Visa’s partnership strategy illustrates this. Visa partners with hundreds of fintech companies through its Visa Fintech Fast Track programme. The programme evaluates technical capability, compliance posture, and market presence. Media coverage contributes to the market presence assessment. A fintech company that has been profiled by Bloomberg or American Banker demonstrates market relevance in a way that an unknown company cannot.
Publishing expert opinions in recognised outlets builds the kind of public profile that makes partnership conversations start from a position of credibility rather than a position of explanation.
Building a Media Coverage Strategy
Earned media coverage does not happen by accident. It requires a deliberate strategy that aligns the company’s news with journalist interests and editorial calendars.
The foundation is newsworthy events: product launches, funding rounds, partnership announcements, customer milestones, and executive hires. Each event is a potential story. The company’s job is to package the event in a way that gives journalists a reason to cover it. “We raised $20 million” is a fact. “We raised $20 million to solve the $30 billion reconciliation problem that costs banks 40% of their post-trade budgets” is a story.

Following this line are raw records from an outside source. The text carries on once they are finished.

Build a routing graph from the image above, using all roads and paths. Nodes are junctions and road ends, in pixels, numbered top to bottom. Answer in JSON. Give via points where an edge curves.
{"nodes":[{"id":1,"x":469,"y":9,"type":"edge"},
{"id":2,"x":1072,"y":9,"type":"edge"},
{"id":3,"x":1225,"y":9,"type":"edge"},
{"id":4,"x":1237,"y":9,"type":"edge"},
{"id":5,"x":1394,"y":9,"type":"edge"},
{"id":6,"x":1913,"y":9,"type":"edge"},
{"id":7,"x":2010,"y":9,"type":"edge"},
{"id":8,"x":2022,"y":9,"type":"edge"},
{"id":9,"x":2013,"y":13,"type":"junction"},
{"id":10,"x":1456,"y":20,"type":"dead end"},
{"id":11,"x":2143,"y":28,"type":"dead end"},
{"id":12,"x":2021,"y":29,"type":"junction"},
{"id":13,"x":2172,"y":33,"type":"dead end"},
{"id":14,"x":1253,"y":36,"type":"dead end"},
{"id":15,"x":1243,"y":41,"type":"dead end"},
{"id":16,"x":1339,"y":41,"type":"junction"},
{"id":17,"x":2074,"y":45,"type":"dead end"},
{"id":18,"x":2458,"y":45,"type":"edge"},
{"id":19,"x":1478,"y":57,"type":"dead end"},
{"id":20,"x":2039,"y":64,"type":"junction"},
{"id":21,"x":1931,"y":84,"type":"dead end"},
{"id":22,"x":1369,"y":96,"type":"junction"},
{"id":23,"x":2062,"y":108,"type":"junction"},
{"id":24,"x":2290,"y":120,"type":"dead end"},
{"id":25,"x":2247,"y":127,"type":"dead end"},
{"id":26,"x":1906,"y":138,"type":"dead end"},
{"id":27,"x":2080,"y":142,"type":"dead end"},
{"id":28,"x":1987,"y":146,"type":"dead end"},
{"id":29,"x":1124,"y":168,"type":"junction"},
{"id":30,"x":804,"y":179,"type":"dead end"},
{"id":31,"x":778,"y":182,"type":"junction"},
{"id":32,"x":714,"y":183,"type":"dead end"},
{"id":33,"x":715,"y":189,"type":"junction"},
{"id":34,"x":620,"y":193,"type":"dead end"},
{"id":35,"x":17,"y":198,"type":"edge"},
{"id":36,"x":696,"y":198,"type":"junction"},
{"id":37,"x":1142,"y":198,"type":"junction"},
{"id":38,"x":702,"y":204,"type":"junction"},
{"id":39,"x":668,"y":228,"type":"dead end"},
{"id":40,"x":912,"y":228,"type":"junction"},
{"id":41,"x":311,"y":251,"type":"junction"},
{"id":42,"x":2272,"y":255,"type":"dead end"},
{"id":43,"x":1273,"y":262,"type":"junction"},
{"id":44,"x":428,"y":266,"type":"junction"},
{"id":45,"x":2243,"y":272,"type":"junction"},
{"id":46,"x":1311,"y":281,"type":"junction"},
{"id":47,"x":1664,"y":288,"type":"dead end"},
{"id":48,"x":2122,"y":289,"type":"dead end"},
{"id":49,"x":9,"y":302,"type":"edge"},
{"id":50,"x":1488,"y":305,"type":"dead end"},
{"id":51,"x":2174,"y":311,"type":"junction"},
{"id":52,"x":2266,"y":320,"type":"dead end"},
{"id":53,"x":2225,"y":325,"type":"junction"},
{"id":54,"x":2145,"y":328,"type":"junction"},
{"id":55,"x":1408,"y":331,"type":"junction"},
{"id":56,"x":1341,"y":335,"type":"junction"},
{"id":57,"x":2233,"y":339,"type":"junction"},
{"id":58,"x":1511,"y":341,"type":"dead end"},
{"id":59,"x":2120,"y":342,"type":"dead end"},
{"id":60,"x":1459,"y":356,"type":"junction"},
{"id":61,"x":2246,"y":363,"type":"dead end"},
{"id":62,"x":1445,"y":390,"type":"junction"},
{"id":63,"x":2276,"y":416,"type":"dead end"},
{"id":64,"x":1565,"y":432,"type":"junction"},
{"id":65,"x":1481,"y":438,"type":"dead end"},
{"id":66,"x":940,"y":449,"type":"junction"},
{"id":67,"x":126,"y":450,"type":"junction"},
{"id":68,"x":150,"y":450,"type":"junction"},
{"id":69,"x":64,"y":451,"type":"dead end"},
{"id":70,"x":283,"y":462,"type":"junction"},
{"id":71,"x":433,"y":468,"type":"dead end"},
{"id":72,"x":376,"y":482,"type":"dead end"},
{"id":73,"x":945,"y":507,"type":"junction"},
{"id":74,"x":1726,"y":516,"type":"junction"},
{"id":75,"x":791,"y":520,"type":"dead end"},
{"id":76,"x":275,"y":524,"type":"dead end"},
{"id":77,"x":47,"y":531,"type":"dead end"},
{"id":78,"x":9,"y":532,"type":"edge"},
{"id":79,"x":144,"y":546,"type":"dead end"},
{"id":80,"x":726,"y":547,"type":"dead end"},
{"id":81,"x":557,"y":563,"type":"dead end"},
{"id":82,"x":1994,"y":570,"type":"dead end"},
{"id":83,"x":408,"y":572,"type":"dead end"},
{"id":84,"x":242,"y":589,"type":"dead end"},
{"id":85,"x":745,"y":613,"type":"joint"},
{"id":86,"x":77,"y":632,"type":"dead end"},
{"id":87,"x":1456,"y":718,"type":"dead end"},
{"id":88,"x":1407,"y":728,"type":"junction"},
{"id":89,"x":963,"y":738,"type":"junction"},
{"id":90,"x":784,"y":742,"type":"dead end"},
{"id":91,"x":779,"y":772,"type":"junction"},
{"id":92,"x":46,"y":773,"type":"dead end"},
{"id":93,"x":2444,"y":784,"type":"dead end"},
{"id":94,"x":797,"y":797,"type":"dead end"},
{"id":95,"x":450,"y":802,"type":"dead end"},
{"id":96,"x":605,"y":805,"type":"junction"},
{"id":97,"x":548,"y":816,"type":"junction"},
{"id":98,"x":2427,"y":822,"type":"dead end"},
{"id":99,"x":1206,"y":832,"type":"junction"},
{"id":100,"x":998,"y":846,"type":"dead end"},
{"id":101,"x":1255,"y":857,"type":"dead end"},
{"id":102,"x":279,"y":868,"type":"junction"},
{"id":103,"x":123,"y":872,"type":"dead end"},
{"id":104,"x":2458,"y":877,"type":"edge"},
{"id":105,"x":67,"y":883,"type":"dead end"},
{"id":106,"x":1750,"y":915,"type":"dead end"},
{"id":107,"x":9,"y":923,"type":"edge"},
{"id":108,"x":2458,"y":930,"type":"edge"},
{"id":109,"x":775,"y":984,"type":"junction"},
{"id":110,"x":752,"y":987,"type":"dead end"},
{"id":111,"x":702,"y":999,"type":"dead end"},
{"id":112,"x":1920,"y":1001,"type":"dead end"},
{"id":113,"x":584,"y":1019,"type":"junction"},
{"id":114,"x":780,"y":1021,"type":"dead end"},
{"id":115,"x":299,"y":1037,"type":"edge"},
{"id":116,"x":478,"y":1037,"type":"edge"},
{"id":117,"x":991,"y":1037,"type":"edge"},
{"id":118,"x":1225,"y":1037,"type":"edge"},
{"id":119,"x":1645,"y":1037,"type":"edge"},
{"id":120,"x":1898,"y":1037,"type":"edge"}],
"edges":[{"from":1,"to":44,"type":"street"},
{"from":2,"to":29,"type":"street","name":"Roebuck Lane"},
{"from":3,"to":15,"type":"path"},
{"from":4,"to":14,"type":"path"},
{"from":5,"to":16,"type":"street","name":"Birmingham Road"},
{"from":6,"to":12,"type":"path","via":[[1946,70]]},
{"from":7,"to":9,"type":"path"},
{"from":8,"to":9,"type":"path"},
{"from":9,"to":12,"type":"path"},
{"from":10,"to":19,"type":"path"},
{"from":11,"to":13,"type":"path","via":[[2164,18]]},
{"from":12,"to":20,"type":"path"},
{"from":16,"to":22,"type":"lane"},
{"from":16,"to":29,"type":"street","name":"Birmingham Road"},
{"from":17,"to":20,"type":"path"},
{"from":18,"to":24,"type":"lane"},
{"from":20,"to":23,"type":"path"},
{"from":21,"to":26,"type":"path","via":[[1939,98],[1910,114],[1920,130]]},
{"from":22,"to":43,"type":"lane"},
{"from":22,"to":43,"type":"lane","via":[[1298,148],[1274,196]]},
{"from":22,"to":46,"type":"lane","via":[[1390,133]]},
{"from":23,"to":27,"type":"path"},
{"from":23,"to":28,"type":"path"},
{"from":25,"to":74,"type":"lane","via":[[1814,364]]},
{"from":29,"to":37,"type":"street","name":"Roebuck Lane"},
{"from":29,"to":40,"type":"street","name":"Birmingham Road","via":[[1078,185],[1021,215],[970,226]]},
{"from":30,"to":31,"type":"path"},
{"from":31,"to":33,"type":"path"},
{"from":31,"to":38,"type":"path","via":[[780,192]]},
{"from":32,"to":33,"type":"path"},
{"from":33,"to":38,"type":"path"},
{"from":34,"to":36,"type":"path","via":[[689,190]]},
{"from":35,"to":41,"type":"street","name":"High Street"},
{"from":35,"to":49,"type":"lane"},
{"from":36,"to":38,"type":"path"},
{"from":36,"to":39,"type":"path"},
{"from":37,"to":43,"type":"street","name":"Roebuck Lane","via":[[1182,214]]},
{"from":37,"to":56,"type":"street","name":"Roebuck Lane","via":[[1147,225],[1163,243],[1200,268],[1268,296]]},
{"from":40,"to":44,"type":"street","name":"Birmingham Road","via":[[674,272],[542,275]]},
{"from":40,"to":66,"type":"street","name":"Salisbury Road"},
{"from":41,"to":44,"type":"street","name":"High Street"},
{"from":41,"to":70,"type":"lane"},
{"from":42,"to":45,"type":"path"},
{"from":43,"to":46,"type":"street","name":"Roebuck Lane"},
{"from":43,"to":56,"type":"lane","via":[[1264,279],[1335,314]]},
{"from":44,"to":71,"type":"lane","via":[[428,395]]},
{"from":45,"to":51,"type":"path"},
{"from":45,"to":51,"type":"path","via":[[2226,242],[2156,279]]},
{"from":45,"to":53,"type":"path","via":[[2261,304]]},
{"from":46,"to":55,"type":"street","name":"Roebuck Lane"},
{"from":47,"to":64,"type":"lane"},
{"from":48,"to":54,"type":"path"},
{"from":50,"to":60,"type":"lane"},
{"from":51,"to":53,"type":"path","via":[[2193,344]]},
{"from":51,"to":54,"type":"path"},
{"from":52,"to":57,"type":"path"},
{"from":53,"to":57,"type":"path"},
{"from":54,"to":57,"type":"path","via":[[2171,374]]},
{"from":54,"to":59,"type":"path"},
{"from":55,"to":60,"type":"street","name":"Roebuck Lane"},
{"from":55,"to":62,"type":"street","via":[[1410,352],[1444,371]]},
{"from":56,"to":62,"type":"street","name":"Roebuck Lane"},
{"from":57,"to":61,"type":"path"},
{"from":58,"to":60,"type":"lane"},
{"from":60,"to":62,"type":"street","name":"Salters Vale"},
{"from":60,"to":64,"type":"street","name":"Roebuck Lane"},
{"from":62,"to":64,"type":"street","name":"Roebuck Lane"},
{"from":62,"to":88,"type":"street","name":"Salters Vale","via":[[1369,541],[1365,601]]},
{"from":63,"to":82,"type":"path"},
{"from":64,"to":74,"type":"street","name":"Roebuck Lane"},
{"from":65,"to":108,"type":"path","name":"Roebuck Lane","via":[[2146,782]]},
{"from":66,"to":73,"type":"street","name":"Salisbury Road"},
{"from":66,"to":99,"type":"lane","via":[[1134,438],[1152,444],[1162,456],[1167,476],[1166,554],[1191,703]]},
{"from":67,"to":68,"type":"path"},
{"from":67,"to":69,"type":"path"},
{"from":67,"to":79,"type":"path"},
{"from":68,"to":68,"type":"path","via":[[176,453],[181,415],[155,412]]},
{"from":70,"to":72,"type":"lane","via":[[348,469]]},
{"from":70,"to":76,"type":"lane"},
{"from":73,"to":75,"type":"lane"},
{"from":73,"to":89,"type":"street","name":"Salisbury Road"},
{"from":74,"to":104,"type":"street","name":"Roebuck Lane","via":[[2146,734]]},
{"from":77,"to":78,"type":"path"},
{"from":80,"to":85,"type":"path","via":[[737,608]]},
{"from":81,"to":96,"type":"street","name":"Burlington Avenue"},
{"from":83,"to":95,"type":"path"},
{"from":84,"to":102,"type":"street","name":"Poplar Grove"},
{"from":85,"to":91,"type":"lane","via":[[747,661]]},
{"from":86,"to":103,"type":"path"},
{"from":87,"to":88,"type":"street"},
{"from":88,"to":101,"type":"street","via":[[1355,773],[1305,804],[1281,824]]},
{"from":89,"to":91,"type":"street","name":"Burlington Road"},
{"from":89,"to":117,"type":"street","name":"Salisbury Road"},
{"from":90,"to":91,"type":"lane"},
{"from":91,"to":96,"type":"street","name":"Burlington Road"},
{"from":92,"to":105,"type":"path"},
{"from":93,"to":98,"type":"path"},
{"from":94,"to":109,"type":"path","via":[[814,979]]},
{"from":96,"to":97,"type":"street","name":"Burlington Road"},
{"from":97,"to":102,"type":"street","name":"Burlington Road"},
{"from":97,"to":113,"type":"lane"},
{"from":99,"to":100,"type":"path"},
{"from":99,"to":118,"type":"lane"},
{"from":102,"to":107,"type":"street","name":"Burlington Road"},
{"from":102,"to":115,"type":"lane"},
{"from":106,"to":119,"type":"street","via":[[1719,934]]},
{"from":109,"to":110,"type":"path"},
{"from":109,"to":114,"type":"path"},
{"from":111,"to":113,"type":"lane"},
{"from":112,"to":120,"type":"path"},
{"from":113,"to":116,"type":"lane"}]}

Relationship building with journalists matters as much as the news itself. Fintech journalists at major publications cover dozens of companies. The companies they know personally, whose founders respond to questions quickly and provide useful context, receive more coverage than companies that only reach out when they have an announcement.
Data and research generate coverage independently of company news. A fintech company that publishes original research about payment trends, lending defaults, or regulatory costs gives journalists a source they can cite. Fintech companies that publish market research become regular sources for beat reporters, which generates ongoing coverage beyond individual announcements.
Media coverage is not a vanity metric for fintech companies. It is a growth input that affects search visibility, investor confidence, partnership access, and customer trust simultaneously. The fintech companies that build media coverage strategies early accumulate compounding advantages in each of these areas. The ones that treat media as an afterthought spend years trying to build credibility through channels that carry less weight with the audiences that determine fintech success.